Summary. As previously announced, on May 31, 2006, Montpelier Re Holdings Ltd. (Montpelier) entered into two equity forward sale agreements under which it was entitled to sell its common shares to an affiliate of Credit Suisse Securities (USA) LLC (the forward counterparty) at minimum floor prices specified for each forward sale agreement. On March 1, 2007, the Company notified the forward counterparty of its election of net share settlement for the entire first equity forward sale agreement, which settled in March 2007. In the course of the settlement, as the valuation price for each component was greater than the $11.75 forward floor price and less than the $18.465 forward cap price, no payments or deliveries of Montpelier common shares were required to be made by Montpelier or the forward counterparty. On December 6, 2007, Montpelier and the forward counterparty amended the remaining forward sale agreement which relates to up to 7,920,000 Montpelier common shares.
The primary result of the amendment, described in more detail below, is to bifurcate the forward sale agreement into two tranches, extend the term of the forward sale agreement and increase the forward cap price for each tranche.
Detailed description. Pursuant to the terms of the amendment, the remaining forward sale agreement was divided into two tranches, each relating to 3,960,000 underlying Montpelier common shares. Each tranche is comprised of twenty separate components, each relating to 198,000 underlying Montpelier common shares.
Subject to Montpeliers right to elect cash or net share settlement with respect to all of or a portion of the components of either tranche of the amended forward sale agreement, or to terminate early or accelerate settlement of any component of either tranche of the amended forward sale agreement, Montpelier will issue common shares to the forward counterparty under such forward sale agreement over a twenty business day period beginning on October 8, 2009 (in the case of the first tranche) and November 11, 2009 (in the case of the second tranche) based upon the price of Montpelier common shares over a twenty trading-day period beginning on October 5, 2009 (in the case of the first tranche) and November 6, 2009 (in the case of the second tranche).
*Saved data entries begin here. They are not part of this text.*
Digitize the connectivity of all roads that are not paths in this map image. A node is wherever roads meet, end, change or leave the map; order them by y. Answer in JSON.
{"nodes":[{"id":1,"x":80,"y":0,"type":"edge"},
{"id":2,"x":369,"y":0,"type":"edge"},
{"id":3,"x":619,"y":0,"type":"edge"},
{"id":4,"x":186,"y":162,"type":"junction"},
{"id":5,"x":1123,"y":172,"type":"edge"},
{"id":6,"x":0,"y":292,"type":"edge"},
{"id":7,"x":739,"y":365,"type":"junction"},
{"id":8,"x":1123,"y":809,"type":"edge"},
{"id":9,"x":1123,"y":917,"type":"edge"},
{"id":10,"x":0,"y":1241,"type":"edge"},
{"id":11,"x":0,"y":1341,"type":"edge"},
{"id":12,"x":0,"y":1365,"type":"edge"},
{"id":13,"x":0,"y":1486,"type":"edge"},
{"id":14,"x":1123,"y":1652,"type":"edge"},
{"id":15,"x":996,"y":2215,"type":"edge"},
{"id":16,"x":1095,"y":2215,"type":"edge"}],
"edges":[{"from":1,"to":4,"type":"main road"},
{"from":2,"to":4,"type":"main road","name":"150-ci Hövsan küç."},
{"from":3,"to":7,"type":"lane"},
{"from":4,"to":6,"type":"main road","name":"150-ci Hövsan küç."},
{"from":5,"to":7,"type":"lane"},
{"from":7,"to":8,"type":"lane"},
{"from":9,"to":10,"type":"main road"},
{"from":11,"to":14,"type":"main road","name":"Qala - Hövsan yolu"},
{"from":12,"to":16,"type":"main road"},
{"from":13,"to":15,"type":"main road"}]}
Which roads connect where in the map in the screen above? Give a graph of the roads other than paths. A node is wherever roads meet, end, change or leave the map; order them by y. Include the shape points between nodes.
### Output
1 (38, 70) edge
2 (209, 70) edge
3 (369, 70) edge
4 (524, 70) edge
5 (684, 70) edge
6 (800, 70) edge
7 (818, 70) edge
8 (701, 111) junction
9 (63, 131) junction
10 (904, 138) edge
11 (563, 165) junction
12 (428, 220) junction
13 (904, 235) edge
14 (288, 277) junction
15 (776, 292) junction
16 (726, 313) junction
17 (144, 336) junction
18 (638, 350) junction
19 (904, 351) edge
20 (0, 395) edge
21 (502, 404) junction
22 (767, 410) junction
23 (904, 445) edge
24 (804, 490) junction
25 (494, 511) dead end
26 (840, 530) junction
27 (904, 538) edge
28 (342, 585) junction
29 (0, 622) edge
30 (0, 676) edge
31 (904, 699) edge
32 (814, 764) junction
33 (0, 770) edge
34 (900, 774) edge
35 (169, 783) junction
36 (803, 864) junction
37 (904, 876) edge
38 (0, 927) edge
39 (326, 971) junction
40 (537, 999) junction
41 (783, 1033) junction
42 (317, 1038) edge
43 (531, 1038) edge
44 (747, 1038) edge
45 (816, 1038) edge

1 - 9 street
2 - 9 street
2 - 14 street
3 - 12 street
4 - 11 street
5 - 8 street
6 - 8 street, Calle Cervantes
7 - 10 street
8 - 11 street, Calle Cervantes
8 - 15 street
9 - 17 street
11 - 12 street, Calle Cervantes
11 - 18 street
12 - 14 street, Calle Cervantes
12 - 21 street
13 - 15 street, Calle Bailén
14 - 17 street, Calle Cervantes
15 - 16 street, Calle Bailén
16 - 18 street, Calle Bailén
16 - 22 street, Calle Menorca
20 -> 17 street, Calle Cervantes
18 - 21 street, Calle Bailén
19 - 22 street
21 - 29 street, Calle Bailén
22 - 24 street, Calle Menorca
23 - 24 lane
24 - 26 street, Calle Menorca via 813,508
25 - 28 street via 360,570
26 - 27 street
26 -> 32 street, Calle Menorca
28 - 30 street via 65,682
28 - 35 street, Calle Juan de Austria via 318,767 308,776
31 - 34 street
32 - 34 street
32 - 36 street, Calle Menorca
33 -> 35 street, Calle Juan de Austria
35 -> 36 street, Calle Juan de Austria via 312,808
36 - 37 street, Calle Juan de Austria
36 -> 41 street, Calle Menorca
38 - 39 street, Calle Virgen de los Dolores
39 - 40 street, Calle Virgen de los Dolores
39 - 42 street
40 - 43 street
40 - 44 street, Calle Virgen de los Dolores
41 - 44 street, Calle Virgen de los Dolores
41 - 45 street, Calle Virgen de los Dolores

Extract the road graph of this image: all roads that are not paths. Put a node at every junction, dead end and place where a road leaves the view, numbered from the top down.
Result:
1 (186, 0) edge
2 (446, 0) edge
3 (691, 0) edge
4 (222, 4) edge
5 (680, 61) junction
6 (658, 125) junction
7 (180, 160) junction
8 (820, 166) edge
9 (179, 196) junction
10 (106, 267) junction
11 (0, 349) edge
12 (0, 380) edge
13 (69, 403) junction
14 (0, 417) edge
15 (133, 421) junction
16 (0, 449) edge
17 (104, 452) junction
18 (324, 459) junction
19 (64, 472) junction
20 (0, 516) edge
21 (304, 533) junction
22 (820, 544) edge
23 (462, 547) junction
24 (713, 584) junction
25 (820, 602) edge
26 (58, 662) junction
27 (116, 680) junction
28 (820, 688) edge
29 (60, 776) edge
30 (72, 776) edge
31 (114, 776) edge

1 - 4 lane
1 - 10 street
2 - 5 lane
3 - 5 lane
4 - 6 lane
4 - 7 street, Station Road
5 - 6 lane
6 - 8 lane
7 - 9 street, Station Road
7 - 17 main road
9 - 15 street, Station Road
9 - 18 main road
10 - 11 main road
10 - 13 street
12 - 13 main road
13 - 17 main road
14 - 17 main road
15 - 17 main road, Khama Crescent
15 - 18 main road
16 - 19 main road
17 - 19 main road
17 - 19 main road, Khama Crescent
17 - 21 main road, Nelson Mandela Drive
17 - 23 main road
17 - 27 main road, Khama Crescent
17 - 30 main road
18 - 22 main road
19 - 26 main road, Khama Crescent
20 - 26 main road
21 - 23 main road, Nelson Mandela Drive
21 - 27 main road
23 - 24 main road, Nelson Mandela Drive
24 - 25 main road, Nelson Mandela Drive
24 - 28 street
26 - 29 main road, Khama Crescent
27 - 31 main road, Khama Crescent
In addition, the forward cap price was increased from $18.375 to $22.00 (in the case of the first tranche) and from $18.375 to $23.00 (in the case of the second tranche). As a result, upon full physical settlement of any component of the amended forward sale agreement, if the relevant volume-weighted average per share price of Montpelier common shares on the valuation date for such component is greater than the increased forward cap price, Montpelier will issue to the forward counterparty a number of common shares equal to 51.1364% of the number of Montpelier common shares underlying such component (in the case of the first tranche) or 61.2245% of the number of Montpelier common shares underlying such component (in the case of the second tranche).
In connection with the amendment, Montpelier will make a $3,870,000 cash payment to the forward counterparty.
Please refer to Montpeliers report on Form 8-K dated June 2, 2006 for a more complete description of Montpeliers forward sale agreement being amended herein. The amendment is filed as Exhibit 10.1 to this report, and this description is qualified by reference to that exhibit and to the original forward sale agreement being amended herewith, which was filed as Exhibit 10.2 to Montpeliers report on Form 8-K dated June 2, 2006.